Methods: S aureus (ATCC 49230, UAMS-1) and S epidermidis (ATCC 35984) were grown in Tryptic Soy Broth (TSB) supplemented to 1% glucose in 96 well tissue culture plates. Plates were seeded in groups of 8 wells with 1/100 dilution of a turbid overnight culture, and total volume of 200µL per well. Groups included: media (control-), bacteria (control+), bacteria with 4g/mL gentamicin added at 0hrs or 24hrs, bacteria with 60µg/mL HAM at 0hrs with or without 4µg/mL gentamicin at 24hrs. Plates were stained with 0.1% Crystal Violet and imaged 48hrs after initial seeding (Fig 1).. Crystal Violet was solubilized with 30% acetic acid solution and absorbance was measured at 600nm to quantify biofilm growth. Differences between groups were determined with t-test.

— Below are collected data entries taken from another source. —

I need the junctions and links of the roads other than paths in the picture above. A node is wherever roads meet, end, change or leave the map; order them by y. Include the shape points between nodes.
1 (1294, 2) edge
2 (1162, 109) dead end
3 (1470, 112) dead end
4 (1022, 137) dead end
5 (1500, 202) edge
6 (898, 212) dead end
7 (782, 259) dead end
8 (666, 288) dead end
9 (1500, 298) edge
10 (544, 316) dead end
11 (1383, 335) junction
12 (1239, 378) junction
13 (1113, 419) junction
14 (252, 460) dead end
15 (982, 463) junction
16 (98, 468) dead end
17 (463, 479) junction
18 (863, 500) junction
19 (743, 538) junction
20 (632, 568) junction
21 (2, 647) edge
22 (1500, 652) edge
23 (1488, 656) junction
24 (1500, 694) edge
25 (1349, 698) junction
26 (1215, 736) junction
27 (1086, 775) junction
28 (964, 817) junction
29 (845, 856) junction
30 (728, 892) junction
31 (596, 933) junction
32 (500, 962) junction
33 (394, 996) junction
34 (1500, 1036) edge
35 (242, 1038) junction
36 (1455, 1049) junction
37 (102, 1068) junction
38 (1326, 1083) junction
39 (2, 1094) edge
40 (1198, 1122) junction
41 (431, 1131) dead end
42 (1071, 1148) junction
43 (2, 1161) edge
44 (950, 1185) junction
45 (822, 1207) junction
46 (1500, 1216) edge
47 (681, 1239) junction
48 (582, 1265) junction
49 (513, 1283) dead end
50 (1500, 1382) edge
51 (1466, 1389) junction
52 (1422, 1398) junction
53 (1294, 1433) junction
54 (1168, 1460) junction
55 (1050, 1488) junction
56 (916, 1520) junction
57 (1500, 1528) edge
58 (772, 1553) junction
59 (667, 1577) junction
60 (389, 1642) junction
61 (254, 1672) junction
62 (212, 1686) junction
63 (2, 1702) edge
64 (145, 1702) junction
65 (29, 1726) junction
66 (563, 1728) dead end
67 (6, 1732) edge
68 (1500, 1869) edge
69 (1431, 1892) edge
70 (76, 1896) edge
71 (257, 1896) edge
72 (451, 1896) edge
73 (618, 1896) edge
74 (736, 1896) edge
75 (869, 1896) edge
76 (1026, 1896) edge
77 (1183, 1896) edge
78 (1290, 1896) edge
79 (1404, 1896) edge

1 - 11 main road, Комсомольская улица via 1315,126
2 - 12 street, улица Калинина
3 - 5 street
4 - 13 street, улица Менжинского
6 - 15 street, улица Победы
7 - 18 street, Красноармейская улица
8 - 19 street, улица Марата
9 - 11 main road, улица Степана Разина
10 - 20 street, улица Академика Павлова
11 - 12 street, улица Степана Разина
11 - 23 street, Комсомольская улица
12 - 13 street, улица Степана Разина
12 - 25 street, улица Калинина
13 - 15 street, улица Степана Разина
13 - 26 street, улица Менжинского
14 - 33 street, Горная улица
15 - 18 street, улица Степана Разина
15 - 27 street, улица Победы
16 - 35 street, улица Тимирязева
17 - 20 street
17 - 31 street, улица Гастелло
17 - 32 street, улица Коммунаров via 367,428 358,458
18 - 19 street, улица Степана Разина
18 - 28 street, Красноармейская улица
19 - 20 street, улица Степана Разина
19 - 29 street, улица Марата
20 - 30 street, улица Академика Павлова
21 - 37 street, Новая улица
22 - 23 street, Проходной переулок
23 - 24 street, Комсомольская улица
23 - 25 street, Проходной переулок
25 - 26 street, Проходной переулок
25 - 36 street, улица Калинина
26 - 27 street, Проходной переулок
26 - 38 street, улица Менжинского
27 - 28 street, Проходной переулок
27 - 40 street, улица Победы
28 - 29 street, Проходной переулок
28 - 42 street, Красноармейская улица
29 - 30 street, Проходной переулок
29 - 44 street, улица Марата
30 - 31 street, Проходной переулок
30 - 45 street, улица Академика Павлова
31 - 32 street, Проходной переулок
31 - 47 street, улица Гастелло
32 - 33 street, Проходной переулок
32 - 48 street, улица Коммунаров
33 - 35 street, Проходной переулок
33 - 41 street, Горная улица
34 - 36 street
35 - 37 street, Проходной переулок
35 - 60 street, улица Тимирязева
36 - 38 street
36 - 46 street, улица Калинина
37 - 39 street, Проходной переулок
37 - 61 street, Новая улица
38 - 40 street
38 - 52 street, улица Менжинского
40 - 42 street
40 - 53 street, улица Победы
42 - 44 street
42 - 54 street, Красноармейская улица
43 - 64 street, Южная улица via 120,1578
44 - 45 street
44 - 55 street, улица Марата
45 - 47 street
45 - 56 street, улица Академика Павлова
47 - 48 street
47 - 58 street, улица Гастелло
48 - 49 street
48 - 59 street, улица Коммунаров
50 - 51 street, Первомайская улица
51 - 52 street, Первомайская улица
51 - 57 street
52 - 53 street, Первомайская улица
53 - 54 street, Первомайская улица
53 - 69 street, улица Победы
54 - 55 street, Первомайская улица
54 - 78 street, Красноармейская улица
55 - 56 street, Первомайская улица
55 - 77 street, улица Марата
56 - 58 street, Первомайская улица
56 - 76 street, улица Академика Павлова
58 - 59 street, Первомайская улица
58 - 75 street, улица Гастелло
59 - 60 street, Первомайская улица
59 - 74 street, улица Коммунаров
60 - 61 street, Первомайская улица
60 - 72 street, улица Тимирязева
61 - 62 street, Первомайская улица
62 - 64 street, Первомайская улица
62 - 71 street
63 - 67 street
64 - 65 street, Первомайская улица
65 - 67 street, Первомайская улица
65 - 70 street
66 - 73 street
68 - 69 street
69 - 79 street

Results: Biofilm associated with staph epidermidis was greater than biofilm formation by S aureus (p < 0.001). Biofilm growth by S aureus in the presence of HAM was not reduced (p >0.05). Biofilm growth by staph epidermidis in the presence of HAM was not reduced (p>0.05). Gentamicin did not have a synergistic effect with HAM (p>0.05).
Discussion: S epidermidis is more robust at creating biofilm at 48 hours than S aureus. HAM at previously described concentration is not an effective QSI lacking a consistent or meaningful effect on disrupting biofilm formation of orthopaedic pathogens. Growth and biofilm formation in the presence of 4µg/mL gentamicin is consistent with the MIC for these strains in biofilm being higher than 4µg/mL. Higher concentrations of HAM must be studied before HAM can be dismissed as a QSI.
Conclusion: S aureus and S epidermidis biofilm growth is not altered by 60µg/mL hamamelitannin.